[Dataset items]
※ ※ ※

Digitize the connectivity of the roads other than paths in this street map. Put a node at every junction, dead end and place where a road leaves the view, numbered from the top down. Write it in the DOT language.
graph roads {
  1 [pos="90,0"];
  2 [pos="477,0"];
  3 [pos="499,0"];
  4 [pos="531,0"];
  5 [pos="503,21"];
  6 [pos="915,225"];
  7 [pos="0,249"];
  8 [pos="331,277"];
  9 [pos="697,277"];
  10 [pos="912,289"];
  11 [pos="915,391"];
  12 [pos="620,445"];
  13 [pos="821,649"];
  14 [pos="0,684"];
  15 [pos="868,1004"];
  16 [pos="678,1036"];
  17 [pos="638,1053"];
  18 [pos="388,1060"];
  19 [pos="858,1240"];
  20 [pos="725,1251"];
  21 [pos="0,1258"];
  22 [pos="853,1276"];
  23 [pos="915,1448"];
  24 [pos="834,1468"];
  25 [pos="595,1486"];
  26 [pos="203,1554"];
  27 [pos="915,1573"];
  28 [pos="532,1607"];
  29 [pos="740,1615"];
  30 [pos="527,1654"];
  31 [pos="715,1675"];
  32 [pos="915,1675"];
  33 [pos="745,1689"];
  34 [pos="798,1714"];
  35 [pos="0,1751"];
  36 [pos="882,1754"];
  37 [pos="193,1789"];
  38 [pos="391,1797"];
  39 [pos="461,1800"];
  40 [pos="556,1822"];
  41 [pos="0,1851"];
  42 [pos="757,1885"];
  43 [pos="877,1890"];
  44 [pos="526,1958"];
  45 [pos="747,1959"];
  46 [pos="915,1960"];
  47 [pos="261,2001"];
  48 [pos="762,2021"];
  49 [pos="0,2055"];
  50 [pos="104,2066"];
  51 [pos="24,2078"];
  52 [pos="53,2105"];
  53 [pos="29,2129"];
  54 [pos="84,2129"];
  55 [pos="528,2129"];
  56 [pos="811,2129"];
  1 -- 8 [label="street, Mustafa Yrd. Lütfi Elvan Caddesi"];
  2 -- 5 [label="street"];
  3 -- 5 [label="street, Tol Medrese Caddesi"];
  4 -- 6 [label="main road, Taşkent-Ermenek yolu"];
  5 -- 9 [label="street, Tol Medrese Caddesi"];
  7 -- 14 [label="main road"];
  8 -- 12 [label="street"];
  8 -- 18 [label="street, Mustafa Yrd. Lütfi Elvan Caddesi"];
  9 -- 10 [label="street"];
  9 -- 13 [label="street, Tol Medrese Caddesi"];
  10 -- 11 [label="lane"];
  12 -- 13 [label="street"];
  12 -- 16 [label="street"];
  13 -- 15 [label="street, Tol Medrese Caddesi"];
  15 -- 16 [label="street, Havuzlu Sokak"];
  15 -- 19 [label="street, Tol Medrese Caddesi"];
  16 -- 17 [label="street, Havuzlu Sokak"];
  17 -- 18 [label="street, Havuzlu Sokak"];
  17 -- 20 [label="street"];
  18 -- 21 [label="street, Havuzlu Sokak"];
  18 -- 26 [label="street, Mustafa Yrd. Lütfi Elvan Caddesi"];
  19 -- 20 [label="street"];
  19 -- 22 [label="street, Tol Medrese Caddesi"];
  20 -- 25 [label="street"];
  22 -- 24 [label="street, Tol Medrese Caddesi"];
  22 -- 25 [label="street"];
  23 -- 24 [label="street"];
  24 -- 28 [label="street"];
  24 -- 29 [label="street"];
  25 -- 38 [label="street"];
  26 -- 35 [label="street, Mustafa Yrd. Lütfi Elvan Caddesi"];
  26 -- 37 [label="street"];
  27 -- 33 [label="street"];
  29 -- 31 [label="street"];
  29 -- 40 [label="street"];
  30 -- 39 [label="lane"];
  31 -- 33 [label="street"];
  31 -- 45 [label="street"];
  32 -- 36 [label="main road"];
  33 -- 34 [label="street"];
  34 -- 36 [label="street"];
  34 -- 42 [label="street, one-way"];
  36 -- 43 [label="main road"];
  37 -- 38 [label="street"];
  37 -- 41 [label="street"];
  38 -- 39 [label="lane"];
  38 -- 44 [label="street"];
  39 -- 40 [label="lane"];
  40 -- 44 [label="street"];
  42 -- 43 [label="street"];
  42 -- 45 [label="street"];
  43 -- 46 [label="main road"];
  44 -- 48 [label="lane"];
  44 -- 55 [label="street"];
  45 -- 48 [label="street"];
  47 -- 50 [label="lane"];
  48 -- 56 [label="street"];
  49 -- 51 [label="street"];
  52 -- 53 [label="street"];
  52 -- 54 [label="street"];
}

※ ※ ※

• _Required work_
Show the lines of the entries that include the string "main", copying each in full.

• _Exercise answer_
  4 -- 6 [label="main road, Taşkent-Ermenek yolu"];
  7 -- 14 [label="main road"];
  32 -- 36 [label="main road"];
  36 -- 43 [label="main road"];
  43 -- 46 [label="main road"];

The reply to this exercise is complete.